La ciudadanía climática se construirá así, por desgracia
Voluntarios organizan y reparten la ayuda a las familias afectadas por la DANA en Valencia. Foto: NACHO DOCE / REUTERS

RUBÈN SURIÑACH PADILLA // Visto en perspectiva, no sabría decir si la crisis ecológica fue mala o si, en realidad, fue la palanca que aceleró los cambios que necesitábamos. Tampoco me atrevería a decir que fue buena, sinceramente. La década de los veinte fue desastrosa… fue la primera vez que nos dimos cuenta de que nadie escaparía del cambio climático; que no había refugio posible, aunque durante décadas las élites se hubieran esforzado en blindar este nuestro viejo continente. Toda esa muerte y ese sufrimiento al que dimos la espalda durante años y años, se hizo tan presente dentro de nuestras fronteras que ya era imposible mirar hacia otro lado.

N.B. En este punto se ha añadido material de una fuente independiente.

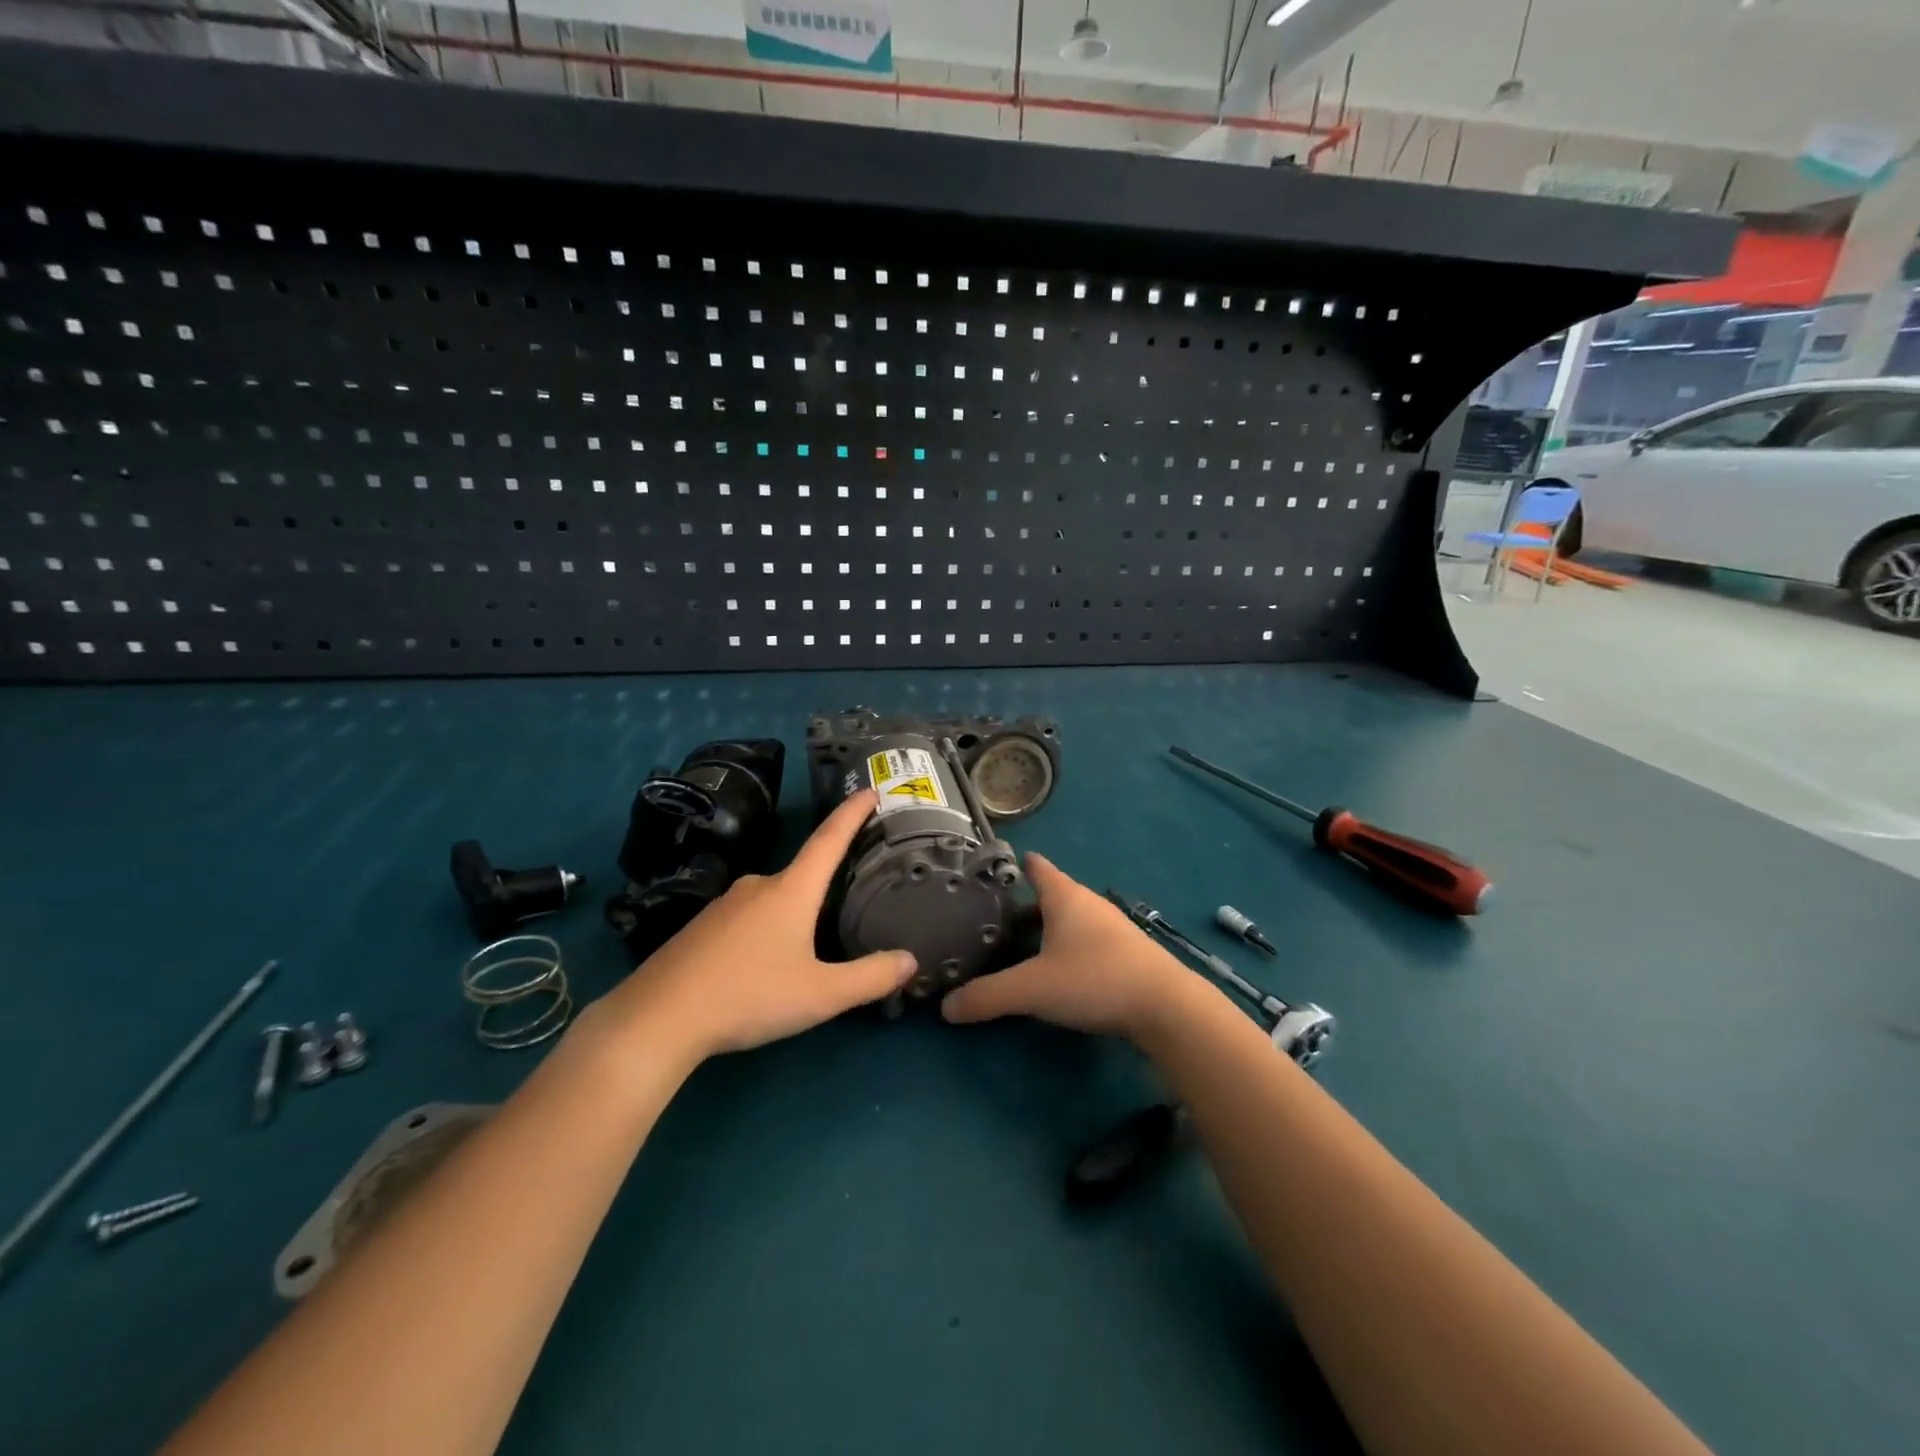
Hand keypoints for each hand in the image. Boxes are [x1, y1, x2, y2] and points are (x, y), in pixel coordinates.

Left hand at [598, 790, 915, 1061]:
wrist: (658, 1018)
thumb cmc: (749, 996)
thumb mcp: (820, 994)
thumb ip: (869, 978)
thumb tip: (910, 960)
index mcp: (791, 890)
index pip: (829, 839)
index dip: (852, 813)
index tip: (870, 789)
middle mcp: (758, 885)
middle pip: (802, 875)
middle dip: (825, 884)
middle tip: (846, 900)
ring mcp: (724, 904)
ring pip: (773, 900)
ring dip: (793, 915)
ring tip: (806, 948)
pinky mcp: (701, 927)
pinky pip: (746, 918)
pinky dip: (764, 931)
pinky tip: (762, 965)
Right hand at [941, 853, 1195, 1042]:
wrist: (1166, 1006)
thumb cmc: (1094, 979)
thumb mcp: (1032, 989)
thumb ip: (987, 996)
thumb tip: (945, 1007)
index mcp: (1064, 897)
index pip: (1036, 867)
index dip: (1013, 865)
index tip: (988, 871)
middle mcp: (1088, 903)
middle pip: (1050, 895)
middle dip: (1022, 904)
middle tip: (990, 920)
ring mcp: (1110, 927)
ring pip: (1069, 920)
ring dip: (1045, 929)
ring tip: (1017, 947)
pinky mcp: (1125, 952)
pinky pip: (1085, 941)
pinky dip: (1066, 948)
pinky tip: (1057, 971)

Mortíferas olas de calor, cortes de suministro eléctrico, interrupción en el abastecimiento de alimentos, sequías crónicas, inundaciones catastróficas… El planeta nos estaba diciendo alto y claro que se había terminado la fiesta. Porque, en el fondo, lo que vivimos durante esos 300 años de capitalismo industrial, fue un paréntesis milagroso, una fiesta regada por unos combustibles que nunca más tendremos.

Este texto está escrito en 2045; es un texto de ficción, un ejercicio de memoria desde la mirada de un abuelo que luchó desesperadamente para conseguir una transición ecológica justa y democrática, una transición que no dejara a nadie atrás. Y no forma parte de ninguna novela, sino que este relato es una herramienta estratégica: usamos esta narración desde Futurs imPOSSIBLES, una campaña para trabajar los escenarios de futuro ante la crisis ecosocial, para preparar el tejido asociativo y comunitario ante las disrupciones que pueden azotarnos como consecuencia de la crisis ecológica. La DANA de Valencia convierte en aterradores los pronósticos que hemos ido elaborando colectivamente a través de estos talleres, aunque, por desgracia, no es nada que no hayamos imaginado. Los convierte en aterradores porque transforma un ejercicio especulativo en la cruda realidad. De hecho, la mayoría de talleres coinciden en nombrar los años veinte como «la década turbulenta» o «los terribles años veinte»; el realismo ecológico detrás de estas prospecciones colectivas señala que los cambios estructurales surgirán cuando el sufrimiento se haga mucho más presente.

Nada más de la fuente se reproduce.